And then he felt himself lifted up from behind by some monstrous uncontainable force and he dropped the gun and clutched at the frame of the stooped-over door of that pathetic little shack, staring in amazement into the lamplit faces there—his Mexican, that was him, at last, and a girl he’d never seen before, and was that an infant?—and the shack was spilling over on its side and floating up on the heavy liquid swell behind him until it fell to pieces and the light was snuffed out and the faces were gone and Delaney was drawn so much closer to that cold black working heart of the world than he’d ever dreamed possible.
And so, in the end, it all came tumbling down on Cándido: his daughter’s affliction, the
pelirrojo
with the gun, the very mountain itself. The light was flickering, the rain hissing like a box of serpents prodded with a stick.
She can’t see, Cándido, she can’t see anything,
America said, and in that moment he had a vision of his perfect plump little daughter transmogrified into an old hag with a cane and a Seeing Eye dog, and before he could assimilate the meaning of that in all its fearful permutations and banish it from his consciousness, there was this maniac with the gun, threatening his life, and before he could even begin to deal with
that,
the mountain turned to pudding, to mush, the light failed and the shack fell to pieces. At first he didn’t know what was happening—who would?—but there was no resisting that force. He could have built his shack of tungsten steel with footings a hundred feet deep and the result would have been the same. The mountain was going somewhere, and he was going with it.
He didn’t even have time to curse or flinch or wonder about his fate-all he could do was snatch America and his poor blind baby to him and hold on. America had Socorro pinned under her arm like a football and she clawed at him with her free hand as the roof shot away from them and they were thrown in a tangle on the pallets that just half a second ago were the inside wall and were now the floor. The moving floor. The floor that shot like a surfboard out on the crest of the liquid mountain that was scouring the earth and blasting trees out of the ground as if they’d never been rooted, and there was the
pelirrojo,
the white face and flailing white arms, caught up in the mad black swirl of it like a man drowning in shit.
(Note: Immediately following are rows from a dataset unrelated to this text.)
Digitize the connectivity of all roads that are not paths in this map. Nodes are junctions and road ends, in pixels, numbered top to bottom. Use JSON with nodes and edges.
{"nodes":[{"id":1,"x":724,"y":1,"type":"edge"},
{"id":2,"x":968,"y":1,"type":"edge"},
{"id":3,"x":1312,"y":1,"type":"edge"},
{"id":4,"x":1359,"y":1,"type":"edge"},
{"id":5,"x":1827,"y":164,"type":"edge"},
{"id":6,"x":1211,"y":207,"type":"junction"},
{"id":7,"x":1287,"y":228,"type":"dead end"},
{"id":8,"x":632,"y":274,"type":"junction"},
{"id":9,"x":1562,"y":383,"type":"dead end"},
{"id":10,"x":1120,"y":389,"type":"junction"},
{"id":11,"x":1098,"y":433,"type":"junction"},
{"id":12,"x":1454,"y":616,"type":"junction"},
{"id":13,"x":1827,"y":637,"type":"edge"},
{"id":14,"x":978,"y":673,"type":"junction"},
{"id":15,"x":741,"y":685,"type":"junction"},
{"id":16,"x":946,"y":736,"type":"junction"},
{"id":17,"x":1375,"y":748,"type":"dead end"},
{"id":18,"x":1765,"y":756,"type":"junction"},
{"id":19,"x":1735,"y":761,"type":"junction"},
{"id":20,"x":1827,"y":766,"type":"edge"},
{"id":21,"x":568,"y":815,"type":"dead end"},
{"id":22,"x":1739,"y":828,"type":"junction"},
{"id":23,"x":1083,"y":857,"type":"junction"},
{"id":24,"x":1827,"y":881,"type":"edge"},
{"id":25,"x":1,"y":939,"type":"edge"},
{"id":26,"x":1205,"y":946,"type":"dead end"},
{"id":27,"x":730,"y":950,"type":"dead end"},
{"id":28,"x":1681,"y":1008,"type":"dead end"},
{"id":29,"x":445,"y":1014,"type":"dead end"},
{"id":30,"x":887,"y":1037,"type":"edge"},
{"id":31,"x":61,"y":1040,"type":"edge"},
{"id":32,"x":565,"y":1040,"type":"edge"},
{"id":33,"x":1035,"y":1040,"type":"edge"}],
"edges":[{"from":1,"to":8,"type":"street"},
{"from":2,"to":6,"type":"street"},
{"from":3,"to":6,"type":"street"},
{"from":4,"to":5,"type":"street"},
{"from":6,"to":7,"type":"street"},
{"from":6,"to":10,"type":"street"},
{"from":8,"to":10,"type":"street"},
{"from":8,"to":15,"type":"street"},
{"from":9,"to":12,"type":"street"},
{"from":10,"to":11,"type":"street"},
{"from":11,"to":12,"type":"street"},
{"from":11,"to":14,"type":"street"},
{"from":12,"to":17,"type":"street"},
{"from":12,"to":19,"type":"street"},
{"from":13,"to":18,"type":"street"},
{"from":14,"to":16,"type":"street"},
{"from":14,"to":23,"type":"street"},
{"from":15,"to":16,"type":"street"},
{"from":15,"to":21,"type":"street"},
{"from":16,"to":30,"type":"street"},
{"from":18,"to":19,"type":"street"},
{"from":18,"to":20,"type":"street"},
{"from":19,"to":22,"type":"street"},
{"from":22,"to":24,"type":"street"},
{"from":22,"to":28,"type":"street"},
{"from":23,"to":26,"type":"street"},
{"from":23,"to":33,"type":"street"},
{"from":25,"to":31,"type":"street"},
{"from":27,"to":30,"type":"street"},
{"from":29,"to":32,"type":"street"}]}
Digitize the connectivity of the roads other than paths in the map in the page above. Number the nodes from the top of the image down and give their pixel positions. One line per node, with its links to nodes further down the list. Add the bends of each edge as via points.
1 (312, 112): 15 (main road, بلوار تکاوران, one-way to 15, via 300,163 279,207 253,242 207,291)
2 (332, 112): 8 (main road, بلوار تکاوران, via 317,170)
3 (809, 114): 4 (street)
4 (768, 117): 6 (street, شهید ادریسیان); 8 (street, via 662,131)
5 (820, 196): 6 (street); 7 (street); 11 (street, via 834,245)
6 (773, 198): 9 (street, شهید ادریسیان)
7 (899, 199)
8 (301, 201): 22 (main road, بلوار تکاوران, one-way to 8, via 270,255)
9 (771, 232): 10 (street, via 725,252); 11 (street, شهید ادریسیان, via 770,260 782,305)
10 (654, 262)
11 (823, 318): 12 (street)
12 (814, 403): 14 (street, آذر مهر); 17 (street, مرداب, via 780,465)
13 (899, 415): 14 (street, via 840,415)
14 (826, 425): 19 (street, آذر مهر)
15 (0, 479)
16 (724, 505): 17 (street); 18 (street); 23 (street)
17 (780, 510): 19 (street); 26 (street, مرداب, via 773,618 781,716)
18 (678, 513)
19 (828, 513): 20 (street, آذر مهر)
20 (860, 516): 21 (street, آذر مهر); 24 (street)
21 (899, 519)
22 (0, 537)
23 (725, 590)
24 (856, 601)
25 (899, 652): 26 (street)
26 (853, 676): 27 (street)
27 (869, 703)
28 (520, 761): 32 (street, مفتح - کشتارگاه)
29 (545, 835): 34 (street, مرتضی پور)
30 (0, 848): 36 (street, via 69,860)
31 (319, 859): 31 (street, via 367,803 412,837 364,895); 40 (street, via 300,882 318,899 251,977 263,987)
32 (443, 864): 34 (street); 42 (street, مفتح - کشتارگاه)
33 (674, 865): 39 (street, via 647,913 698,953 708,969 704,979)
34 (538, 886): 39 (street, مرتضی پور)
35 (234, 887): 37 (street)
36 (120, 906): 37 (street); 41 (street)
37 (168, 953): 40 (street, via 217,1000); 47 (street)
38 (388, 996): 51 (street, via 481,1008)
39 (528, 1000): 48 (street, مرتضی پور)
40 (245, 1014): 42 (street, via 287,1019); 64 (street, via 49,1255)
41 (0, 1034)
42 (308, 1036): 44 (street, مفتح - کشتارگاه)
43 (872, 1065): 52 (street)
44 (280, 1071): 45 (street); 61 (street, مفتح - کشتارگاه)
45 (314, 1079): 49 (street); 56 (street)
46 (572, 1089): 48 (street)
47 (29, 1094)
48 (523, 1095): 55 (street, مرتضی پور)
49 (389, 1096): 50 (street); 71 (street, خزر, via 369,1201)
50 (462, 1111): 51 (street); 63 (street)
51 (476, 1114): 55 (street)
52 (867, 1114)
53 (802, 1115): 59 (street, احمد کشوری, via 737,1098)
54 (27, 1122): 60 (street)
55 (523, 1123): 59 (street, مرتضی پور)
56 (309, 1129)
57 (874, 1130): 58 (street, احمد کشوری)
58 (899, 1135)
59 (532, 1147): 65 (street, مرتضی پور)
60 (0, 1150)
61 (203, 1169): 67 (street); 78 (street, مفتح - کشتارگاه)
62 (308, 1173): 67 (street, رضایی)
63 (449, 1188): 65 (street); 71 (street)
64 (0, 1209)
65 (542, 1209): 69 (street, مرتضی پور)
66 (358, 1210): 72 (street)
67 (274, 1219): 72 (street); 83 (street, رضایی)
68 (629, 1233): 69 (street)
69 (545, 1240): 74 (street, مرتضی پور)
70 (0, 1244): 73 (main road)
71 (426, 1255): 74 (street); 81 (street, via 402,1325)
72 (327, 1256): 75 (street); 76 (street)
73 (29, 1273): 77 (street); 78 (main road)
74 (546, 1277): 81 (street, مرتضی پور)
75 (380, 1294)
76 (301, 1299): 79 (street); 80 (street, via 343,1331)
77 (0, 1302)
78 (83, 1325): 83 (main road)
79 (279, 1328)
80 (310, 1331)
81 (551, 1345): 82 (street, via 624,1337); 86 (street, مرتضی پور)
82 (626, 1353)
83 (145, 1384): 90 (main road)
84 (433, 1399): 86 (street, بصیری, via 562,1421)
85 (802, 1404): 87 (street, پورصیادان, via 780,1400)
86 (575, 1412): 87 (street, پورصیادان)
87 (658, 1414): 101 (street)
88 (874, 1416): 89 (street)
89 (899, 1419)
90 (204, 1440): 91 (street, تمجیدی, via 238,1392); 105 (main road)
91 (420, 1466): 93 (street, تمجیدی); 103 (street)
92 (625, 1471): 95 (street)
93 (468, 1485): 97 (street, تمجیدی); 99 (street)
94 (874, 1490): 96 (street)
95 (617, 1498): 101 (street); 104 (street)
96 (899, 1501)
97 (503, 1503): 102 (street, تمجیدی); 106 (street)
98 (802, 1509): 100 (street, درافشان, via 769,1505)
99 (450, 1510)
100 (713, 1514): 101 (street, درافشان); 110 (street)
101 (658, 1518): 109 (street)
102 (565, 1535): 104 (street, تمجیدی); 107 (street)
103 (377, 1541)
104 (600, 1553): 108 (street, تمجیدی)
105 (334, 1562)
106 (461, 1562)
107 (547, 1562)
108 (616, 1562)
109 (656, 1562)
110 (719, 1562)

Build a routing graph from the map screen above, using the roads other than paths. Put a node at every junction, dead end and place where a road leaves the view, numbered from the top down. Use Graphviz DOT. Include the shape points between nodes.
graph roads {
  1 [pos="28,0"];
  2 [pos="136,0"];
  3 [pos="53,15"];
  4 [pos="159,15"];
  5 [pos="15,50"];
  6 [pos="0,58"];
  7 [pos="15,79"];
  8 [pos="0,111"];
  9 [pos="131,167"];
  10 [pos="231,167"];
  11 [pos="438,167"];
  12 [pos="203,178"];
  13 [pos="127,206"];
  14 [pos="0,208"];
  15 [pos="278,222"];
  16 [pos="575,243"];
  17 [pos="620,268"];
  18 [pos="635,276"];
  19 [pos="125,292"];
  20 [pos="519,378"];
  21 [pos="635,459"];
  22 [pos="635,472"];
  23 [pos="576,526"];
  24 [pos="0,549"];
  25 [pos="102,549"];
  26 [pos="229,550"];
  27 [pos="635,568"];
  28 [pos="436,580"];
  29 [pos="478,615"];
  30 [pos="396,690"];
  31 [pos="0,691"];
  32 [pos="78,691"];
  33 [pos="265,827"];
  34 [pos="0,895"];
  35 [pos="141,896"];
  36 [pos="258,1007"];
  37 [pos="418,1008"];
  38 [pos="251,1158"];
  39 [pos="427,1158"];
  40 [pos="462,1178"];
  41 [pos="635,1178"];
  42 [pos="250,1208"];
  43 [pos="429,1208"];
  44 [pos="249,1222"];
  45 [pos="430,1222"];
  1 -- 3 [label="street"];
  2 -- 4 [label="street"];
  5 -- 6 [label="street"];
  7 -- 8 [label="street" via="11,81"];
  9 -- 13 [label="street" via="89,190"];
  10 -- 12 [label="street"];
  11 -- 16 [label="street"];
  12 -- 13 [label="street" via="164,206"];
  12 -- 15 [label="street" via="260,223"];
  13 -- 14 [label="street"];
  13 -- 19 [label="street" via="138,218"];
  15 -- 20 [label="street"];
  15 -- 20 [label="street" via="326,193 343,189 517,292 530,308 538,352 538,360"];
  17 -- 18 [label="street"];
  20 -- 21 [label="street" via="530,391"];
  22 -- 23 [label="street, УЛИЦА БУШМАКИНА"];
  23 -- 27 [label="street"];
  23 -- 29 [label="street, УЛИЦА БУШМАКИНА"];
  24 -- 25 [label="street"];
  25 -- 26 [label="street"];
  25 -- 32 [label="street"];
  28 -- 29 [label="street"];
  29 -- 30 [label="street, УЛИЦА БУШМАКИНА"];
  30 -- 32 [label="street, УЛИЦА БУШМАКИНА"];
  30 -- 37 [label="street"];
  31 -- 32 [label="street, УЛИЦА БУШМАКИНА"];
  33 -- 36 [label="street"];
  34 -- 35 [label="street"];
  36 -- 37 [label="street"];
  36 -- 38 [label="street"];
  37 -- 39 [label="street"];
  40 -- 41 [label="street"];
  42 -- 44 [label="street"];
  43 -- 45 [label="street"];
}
The mountain roared, the boulders clamored, and yet they somehow stayed atop the molten flow, hurtling through the night with all the other debris. Cándido heard the rush of water ahead and saw the lights of the development below them, riding high on the wave of mud that hammered the walls flat and twisted the roofs from the houses and sent him and America and little Socorro thundering into the void. Then the lights went out in unison, the far wall of the development was breached and the two conjoined pallets were a raft in the river that the dry white wash had become, spinning out of control in the current.
América was screaming and the baby was screaming and he could hear his own voice raised in a thin mournful drone, and that was nothing compared to the shrieks of the uprooted trees and the night-marish roar of the boulders rolling along beneath them. He wasn’t thinking—there was no time to think, only to react—but even as he pitched into the blackness of this new river that was rushing toward completion in the old river below, he managed finally to curse the engine of all this misery in a burst of profanity that would have condemned him for all time if he hadn’t been condemned already. What was it? What was it about him? All he wanted was work, and this was his fate, this was his stinking
pinche
luck, a violated wife and a blind baby and a crazy white man with a gun, and even that wasn’t enough to satisfy an insatiable God: no, they all had to drown like rats in the bargain.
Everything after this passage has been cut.